Dataset entries
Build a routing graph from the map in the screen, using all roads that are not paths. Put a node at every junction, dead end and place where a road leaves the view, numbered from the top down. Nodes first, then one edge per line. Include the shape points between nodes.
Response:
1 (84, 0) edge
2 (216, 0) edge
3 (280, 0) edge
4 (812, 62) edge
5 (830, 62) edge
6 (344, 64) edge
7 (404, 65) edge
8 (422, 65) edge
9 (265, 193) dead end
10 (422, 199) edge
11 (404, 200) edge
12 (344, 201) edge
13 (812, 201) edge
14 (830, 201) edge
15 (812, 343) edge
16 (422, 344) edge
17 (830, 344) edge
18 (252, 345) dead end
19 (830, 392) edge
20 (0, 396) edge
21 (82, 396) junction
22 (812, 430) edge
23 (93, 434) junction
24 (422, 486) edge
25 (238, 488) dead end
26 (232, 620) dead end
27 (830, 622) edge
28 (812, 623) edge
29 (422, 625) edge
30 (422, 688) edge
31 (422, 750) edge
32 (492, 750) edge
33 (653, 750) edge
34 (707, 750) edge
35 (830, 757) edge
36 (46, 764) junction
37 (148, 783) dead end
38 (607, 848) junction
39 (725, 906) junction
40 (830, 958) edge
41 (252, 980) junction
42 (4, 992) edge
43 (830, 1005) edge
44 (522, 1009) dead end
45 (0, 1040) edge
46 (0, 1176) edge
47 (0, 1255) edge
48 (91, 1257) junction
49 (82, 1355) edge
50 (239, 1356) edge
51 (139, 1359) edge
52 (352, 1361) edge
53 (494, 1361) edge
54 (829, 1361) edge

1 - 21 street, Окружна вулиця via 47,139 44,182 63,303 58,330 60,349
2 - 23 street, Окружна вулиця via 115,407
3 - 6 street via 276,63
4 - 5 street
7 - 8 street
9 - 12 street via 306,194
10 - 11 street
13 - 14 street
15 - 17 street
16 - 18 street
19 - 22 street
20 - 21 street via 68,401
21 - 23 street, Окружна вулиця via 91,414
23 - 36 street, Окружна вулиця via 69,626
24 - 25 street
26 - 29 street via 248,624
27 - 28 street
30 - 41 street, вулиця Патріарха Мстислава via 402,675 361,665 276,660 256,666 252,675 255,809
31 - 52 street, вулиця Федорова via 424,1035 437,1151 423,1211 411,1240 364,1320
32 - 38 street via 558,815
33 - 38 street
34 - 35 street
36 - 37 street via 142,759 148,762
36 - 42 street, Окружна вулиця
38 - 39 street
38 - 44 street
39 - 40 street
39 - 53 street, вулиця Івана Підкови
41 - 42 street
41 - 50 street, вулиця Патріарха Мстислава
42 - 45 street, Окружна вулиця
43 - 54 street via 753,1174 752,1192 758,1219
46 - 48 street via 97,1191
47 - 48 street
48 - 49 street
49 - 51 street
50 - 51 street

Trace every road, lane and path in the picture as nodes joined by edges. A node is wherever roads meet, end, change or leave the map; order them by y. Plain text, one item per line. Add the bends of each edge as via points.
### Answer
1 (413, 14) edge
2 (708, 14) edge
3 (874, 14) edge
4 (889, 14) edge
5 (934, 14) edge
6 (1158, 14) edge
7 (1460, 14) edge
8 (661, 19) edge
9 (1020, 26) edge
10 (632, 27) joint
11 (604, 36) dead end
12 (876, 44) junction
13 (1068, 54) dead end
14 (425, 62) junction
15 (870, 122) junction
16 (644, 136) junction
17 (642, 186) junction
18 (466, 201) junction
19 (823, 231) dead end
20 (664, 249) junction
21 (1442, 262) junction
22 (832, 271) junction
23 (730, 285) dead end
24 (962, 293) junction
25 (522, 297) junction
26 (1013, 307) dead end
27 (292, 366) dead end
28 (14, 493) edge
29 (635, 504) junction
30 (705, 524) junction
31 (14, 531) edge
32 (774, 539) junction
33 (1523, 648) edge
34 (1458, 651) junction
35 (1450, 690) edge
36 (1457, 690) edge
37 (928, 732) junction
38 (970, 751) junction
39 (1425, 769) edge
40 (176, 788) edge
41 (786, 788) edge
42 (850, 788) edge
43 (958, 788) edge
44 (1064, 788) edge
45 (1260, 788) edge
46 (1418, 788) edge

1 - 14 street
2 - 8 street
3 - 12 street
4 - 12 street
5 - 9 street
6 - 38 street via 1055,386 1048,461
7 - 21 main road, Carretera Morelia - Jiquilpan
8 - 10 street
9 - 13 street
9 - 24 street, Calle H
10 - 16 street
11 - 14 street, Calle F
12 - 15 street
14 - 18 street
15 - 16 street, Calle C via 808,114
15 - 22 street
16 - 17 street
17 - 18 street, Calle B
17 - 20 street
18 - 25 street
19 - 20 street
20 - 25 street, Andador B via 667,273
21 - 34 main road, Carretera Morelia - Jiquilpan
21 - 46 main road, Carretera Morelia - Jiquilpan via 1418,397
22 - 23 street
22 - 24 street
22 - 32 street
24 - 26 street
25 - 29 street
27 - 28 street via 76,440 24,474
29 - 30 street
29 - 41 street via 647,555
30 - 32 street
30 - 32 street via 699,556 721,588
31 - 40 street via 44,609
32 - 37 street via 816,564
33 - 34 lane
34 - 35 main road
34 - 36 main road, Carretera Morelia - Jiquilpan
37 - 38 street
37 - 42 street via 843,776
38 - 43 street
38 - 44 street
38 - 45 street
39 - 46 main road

(What is required) Every record shown above should appear again in your answer, unchanged.

(Task output)
Build a routing graph from the map in the screen, using all roads that are not paths. Put a node at every junction, dead end and place where a road leaves the view, numbered from the top down. Nodes first, then one edge per line. Include the shape points between nodes.
Response:
1 (84, 0) edge
2 (216, 0) edge
3 (280, 0) edge
4 (812, 62) edge
5 (830, 62) edge
6 (344, 64) edge
7 (404, 65) edge
8 (422, 65) edge
9 (265, 193) dead end
10 (422, 199) edge
11 (404, 200) edge
12 (344, 201) edge
13 (812, 201) edge
14 (830, 201) edge
15 (812, 343) edge
16 (422, 344) edge
17 (830, 344) edge
18 (252, 345) dead end
19 (830, 392) edge
20 (0, 396) edge
21 (82, 396) junction
22 (812, 430) edge
23 (93, 434) junction
24 (422, 486) edge
25 (238, 488) dead end
26 (232, 620) dead end
27 (830, 622) edge
28 (812, 623) edge
29 (422, 625) edge
30 (422, 688) edge
31 (422, 750) edge
32 (492, 750) edge
33 (653, 750) edge
34 (707, 750) edge
35 (830, 757) edge
36 (46, 764) junction
37 (148, 783) dead end
38 (607, 848) junction
39 (725, 906) junction
40 (830, 958) edge
41 (252, 980) junction
42 (4, 992) edge
43 (830, 1005) edge
44 (522, 1009) dead end
45 (0, 1040) edge
46 (0, 1176) edge
47 (0, 1255) edge
48 (91, 1257) junction
49 (82, 1355) edge
50 (239, 1356) edge
51 (139, 1359) edge
52 (352, 1361) edge
53 (494, 1361) edge
54 (829, 1361) edge

1 - 21 street, Окружна вулиця via 47,139 44,182 63,303 58,330 60,349
2 - 23 street, Окружна вулиця via 115,407
3 - 6 street via 276,63
4 - 5 street
7 - 8 street
9 - 12 street via 306,194
10 - 11 street
13 - 14 street
15 - 17 street
16 - 18 street
19 - 22 street
20 - 21 street via 68,401
21 - 23 street, Окружна вулиця via 91,414
23 - 36 street, Окружна вулиця via 69,626
24 - 25 street
26 - 29 street via 248,624
27 - 28 street
30 - 41 street, вулиця Патріарха Мстислава via 402,675 361,665 276,660 256,666 252,675 255,809
31 - 52 street, вулиця Федорова via 424,1035 437,1151 423,1211 411,1240 364,1320
32 - 38 street via 558,815
33 - 38 street
34 - 35 street
36 - 37 street via 142,759 148,762
36 - 42 street, Окружна вулиця
38 - 39 street
38 - 44 street
39 - 40 street
39 - 53 street, вулиця Івана Підкови
41 - 42 street
41 - 50 street, вулиця Патріарха Мстислава
42 - 45 street, Окружна вулиця
43 - 54 street via 753,1174 752,1192 758,1219
46 - 48 street via 97,1191
47 - 48 street
48 - 49 street
49 - 51 street
50 - 51 street

Trace every road, lane and path in the picture as nodes joined by edges. A node is wherever roads meet, end, change or leave the map; order them by y. Plain text, one item per line. Add the bends of each edge as via points.
### Answer
1 (413, 14) edge
2 (708, 14) edge
3 (874, 14) edge
4 (889, 14) edge
5 (934, 14) edge
6 (1158, 14) edge
7 (1460, 14) edge
8 (661, 19) edge
9 (1020, 26) edge
10 (632, 27) joint
11 (604, 36) dead end
12 (876, 44) junction
13 (1068, 54) dead end
14 (425, 62) junction
15 (870, 122) junction
16 (644, 136) junction
17 (642, 186) junction
18 (466, 201) junction
19 (823, 231) dead end
20 (664, 249) junction
21 (1442, 262) junction
22 (832, 271) junction
23 (730, 285) dead end
24 (962, 293) junction
25 (522, 297) junction
26 (1013, 307) dead end
27 (292, 366) dead end
28 (14, 493) edge
29 (635, 504) junction
30 (705, 524) junction
31 (14, 531) edge
32 (774, 539) junction
33 (1523, 648) edge
34 (1458, 651) junction
35 (1450, 690) edge
36 (1457, 690) edge
37 (928, 732) junction
38 (970, 751) junction
39 (1425, 769) edge
40 (176, 788) edge
41 (786, 788) edge
42 (850, 788) edge
43 (958, 788) edge
44 (1064, 788) edge
45 (1260, 788) edge
46 (1418, 788) edge

1 - 14 street
2 - 8 street
3 - 12 street
4 - 12 street
5 - 9 street
6 - 38 street via 1055,386 1048,461
7 - 21 main road, Carretera Morelia - Jiquilpan
8 - 10 street
9 - 13 street
9 - 24 street, Calle H
10 - 16 street
11 - 14 street, Calle F
12 - 15 street
14 - 18 street
15 - 16 street, Calle C via 808,114
15 - 22 street
16 - 17 street
17 - 18 street, Calle B
17 - 20 street
18 - 25 street
19 - 20 street
20 - 25 street, Andador B via 667,273
21 - 34 main road, Carretera Morelia - Jiquilpan
21 - 46 main road, Carretera Morelia - Jiquilpan via 1418,397
22 - 23 street
22 - 24 street
22 - 32 street
24 - 26 street
25 - 29 street
27 - 28 street via 76,440 24,474
29 - 30 street
29 - 41 street via 647,555
30 - 32 street
30 - 32 street via 699,556 721,588
31 - 40 street via 44,609
32 - 37 street via 816,564
33 - 34 lane
34 - 35 main road
34 - 36 main road, Carretera Morelia - Jiquilpan
37 - 38 street
37 - 42 street via 843,776
38 - 43 street
38 - 44 street
38 - 45 street
39 - 46 main road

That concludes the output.